Derintop ging hinüber zum China-Restaurant und trat ein. Bei den Chinesen sieht es immer gleich aus, dachte er abfällig. Rote Tapeten, am Eingang ein kleiner Springbrunnen, ein großes Meerwasseraquarium, von den Decken baumelten Papierballons und über allem rieselten chinesische Harmoniegesänge aus versteckten Lautsprechern. Zwei Tische an den Fenstern waren besetzt. Am Ende des langen Raumes stand ein kleines Männlein in schwarzer Kellnerkleidung hinter der Theke und kam nun hervor, um den neuen Gast zu begrüßen.
»Was ist mit dem Laden nebenan«, fragte Derintop unfreundlich und reckte seinen Stiernacken vor. Das Männlein neigte den Kopf ein wenig zur Seite und schaute zu Derintop auf.
»Oh, ist geschlossen. Ja, hihi.« Die Augenschlitze des Männleins wurden zu schmalen Strichen.
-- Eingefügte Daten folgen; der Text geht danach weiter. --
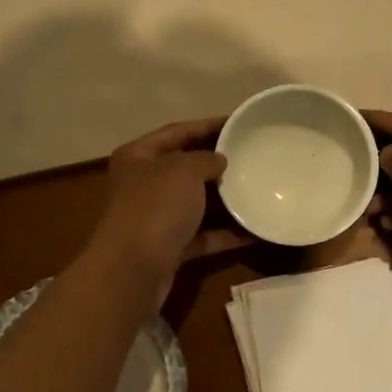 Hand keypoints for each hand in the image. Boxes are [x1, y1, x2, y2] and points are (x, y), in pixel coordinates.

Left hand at [83, 118, 250, 286]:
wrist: (133, 270)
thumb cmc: (156, 207)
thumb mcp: (184, 170)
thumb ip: (206, 159)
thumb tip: (219, 161)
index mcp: (139, 156)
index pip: (177, 131)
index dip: (208, 124)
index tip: (239, 122)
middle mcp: (143, 184)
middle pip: (186, 167)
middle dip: (218, 163)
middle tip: (252, 156)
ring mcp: (155, 217)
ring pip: (195, 203)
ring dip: (224, 200)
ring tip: (258, 190)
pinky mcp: (168, 247)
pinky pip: (202, 235)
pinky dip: (224, 233)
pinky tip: (254, 231) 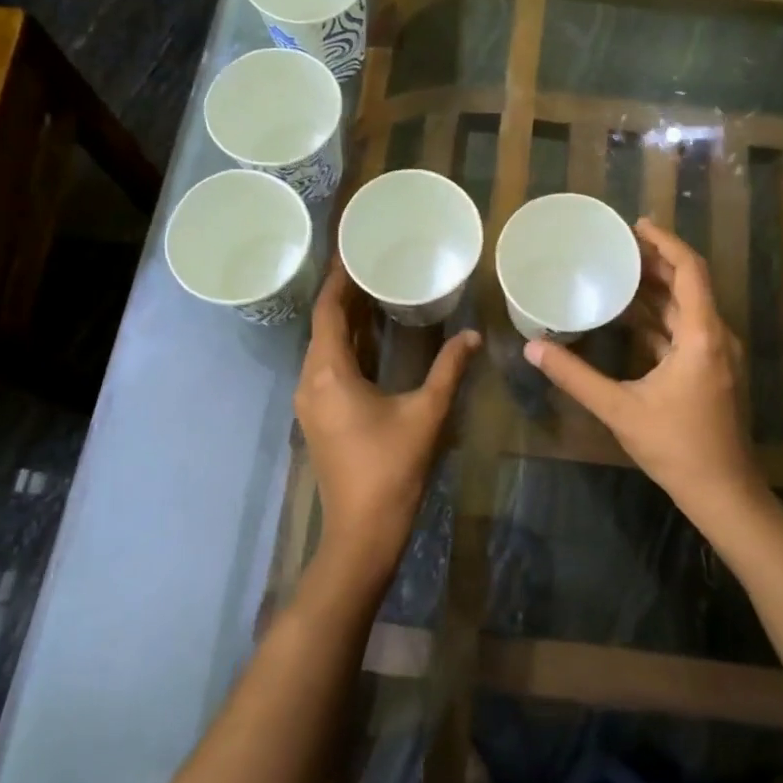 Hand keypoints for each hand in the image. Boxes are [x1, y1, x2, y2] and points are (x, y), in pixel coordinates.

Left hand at [294, 263, 480, 581]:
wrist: (362, 531)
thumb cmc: (391, 468)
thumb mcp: (426, 413)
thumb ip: (449, 370)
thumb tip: (472, 335)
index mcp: (330, 374)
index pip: (328, 312)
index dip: (339, 280)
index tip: (353, 252)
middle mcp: (311, 382)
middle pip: (323, 327)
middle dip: (344, 297)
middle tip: (373, 267)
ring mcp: (310, 402)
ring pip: (323, 348)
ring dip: (344, 322)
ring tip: (374, 294)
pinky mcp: (317, 417)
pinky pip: (326, 368)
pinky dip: (345, 347)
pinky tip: (370, 340)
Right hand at [526, 219, 763, 534]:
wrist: (723, 492)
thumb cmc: (677, 447)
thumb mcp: (620, 410)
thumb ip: (576, 377)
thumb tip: (533, 350)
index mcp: (702, 336)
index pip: (690, 271)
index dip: (665, 243)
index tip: (635, 226)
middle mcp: (715, 337)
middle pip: (688, 284)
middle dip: (656, 262)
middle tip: (618, 246)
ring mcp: (716, 355)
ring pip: (686, 307)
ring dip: (657, 289)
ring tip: (619, 272)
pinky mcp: (710, 371)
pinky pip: (684, 330)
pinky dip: (659, 317)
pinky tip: (629, 317) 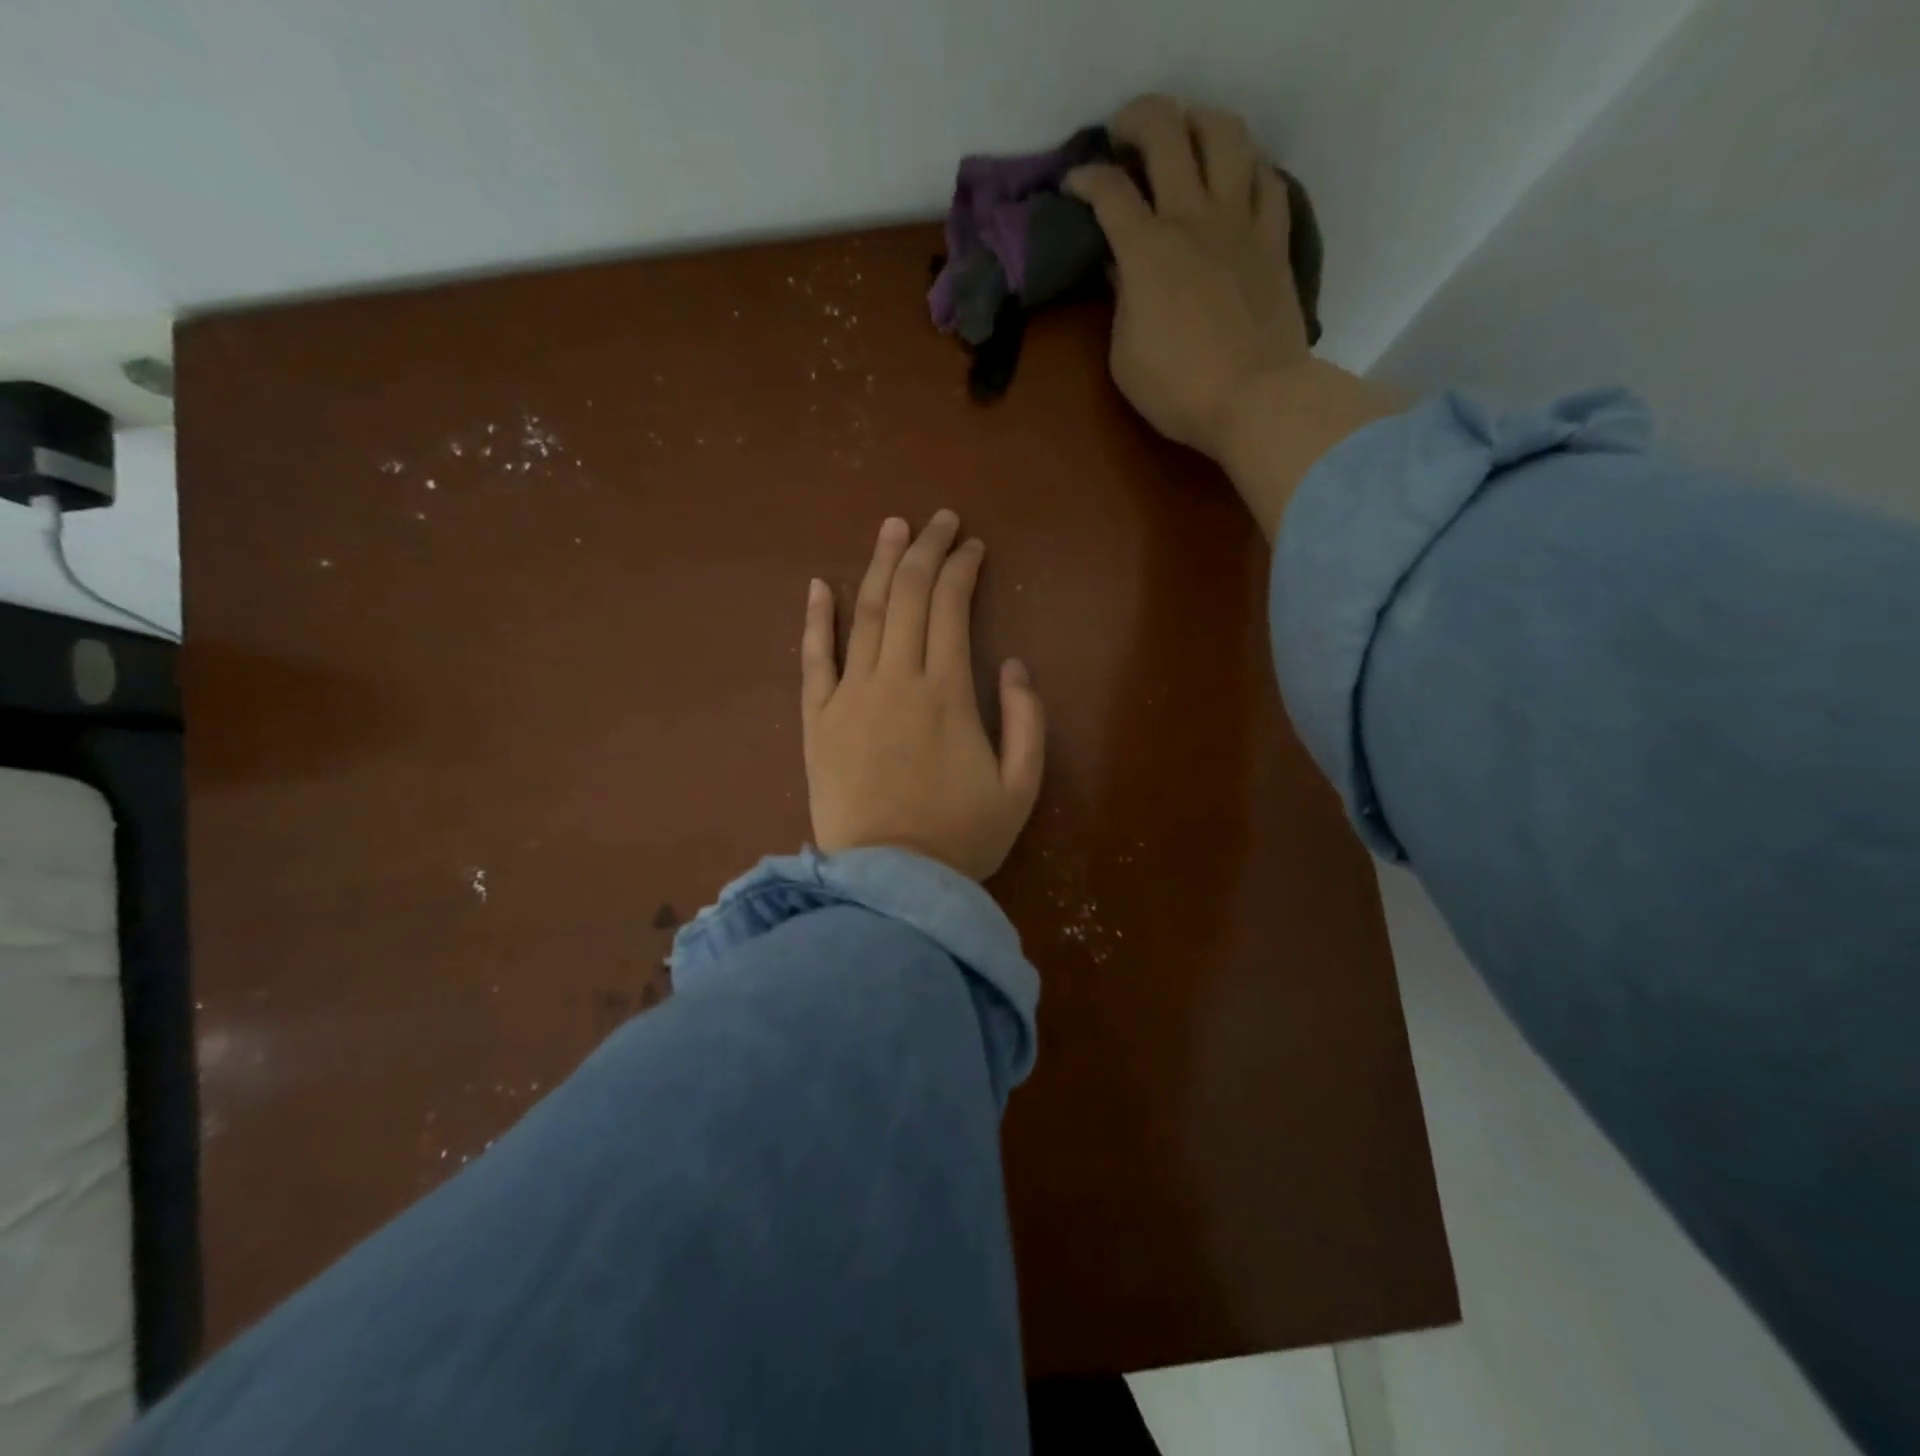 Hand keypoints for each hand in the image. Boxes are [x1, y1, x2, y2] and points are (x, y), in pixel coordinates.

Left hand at [801, 511, 1045, 880]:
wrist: (891, 883)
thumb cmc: (962, 838)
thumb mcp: (1022, 787)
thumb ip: (1028, 720)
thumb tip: (1011, 664)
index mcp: (948, 692)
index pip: (951, 607)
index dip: (962, 568)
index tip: (972, 546)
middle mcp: (896, 679)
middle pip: (907, 596)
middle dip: (925, 550)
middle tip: (938, 520)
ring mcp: (850, 696)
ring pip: (863, 614)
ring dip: (878, 566)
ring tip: (891, 528)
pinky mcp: (817, 720)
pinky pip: (813, 659)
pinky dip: (816, 619)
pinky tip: (819, 586)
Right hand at [1066, 95, 1311, 461]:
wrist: (1255, 399)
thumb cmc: (1178, 390)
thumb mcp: (1125, 356)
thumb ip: (1120, 302)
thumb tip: (1121, 268)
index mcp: (1147, 250)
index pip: (1108, 191)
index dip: (1084, 178)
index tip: (1074, 185)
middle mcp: (1193, 218)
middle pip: (1166, 132)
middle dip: (1137, 121)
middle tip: (1123, 136)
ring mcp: (1240, 222)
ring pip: (1226, 134)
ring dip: (1200, 123)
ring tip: (1187, 139)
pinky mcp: (1274, 239)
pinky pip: (1268, 180)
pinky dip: (1249, 170)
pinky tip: (1237, 182)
»Ja und? Wann macht er wieder auf?«
»Oh, weiß nich. Hat die Frau vorige Woche ssugemacht. Diese Thailänderin. Tja, so geht das, ne? Hihi.«
»Was ist denn das überhaupt für ein Laden.«
»War, wie gesagt. Hihi. Ich glaube, der macht nich mehr auf.«
Derintop hatte das Gefühl, als ob dieser Wicht ihn veralbern wollte. »Und was war das für ein Laden? Wem gehörte er?«
»Oooh ja, sie hat alles Mögliche verkauft hier, ne. Import, ne. Ssehen Ssie mal hier an der Decke, ne, da hat sie alles besorgt. Auch hier Glücksbringer un so, ne.« Das Männlein zeigte belustigt auf einen Jadering, der an langen roten Fäden von der Decke hing.
»Ja, und jetzt?«
»Jetz is ssu. Weiß nich, is pleite oder was, hihi. Wieso, wollen Ssie kaufen Glücksbringer, ich kann Ihnen Telefonnummer geben.«
Derintop nickte. Wenigstens etwas. Das Männlein kritzelte ein paar Zahlen auf einen Notizblock, riss das Blatt ab und reichte es Derintop. »Hier, da is meine Freund, bestellen Ssie einen schönen Gruß, is auch Vietnamese wie ich, handelt auch mit sowas, is zwar bisschen teurer, aber …«
»Moment mal. Das ist nicht die Nummer von dieser Thailänderin? Ich will die Nummer von dieser Frau! Was geht mich dieser Vietnamese an, und wieso Vietnamese, das ist doch ein China-Restaurant hier?«
»Ja, heißt immer so. Ssind eigentlich alles fast immer Vietnamesen, ja. Aber wenn es Vietnamesen-Restaurant heißt, kommt keiner, hihi. Und chinesische Küche un vietnamesische Küche – wie sagt man: is alles ein Brei? Nee, wie sagt man?«
Derintop war nahe daran, sich auf das Männlein zu werfen und ihm ein paar Ringergriffe zu zeigen. »Und die Frau hier nebenan? War die eigentlich auch Vietnamesin?«
»Nein, is Thailänderin. Nette Frau. Aber wenn Ssie wollen, meine Frau kann Ihnen mehr erzählen.« Das Männlein trat hinter den Tresen und steckte seinen Kopf durch einen schweren, roten Vorhang, der zur Küche führte. Kurz darauf kam eine dürre Frau mit dunklen Rändern unter den Augen hervor. Offensichtlich magenkrank. Und offensichtlich hatte sie das Gespräch bereits mitverfolgt.
»Ja, hatte eigentlich gute Geschäft gehabt, aber wissen Ssie, immer Problem mit Ehemann, deutsche Ehemann, ja. Wie heißt de noch? Messersmitt.« Sie rückte um den Tresen herum immer näher an Derintop heran und hielt eine Hand vor den Mund. »Da war immer Problem, ach, und hat viel getrunken, die Mann. Kann sein, dass vielleicht deswegen ssie hat zugemacht, weiß nich.«
»Und wo ist sie jetzt?«
»Weiß auch nich, vielleicht wieder zurück nach Thailand. Oder …«, jetzt flüsterte sie. »Vielleicht durchgebrannt. Hihihi.« Warum kniffen diese Asiaten immer die Augen zusammen, wenn sie lachten, dachte Derintop. Da ließ sich nie etwas erkennen.
»Und wohin durchgebrannt?« Derintop hatte Lust, ihr Lachen nachzuäffen.
»Ja, mit de Schmuckhändler da. Wie heißt de noch? Hatte ssie Verhältnis gehabt, wissen Ssie. Un de Mann immer nachspioniert. Immer hinterher, hinter die beiden. Waren oft Kunden hier. Netter Mann, de Schmuckhändler.« Sie nickte belustigt.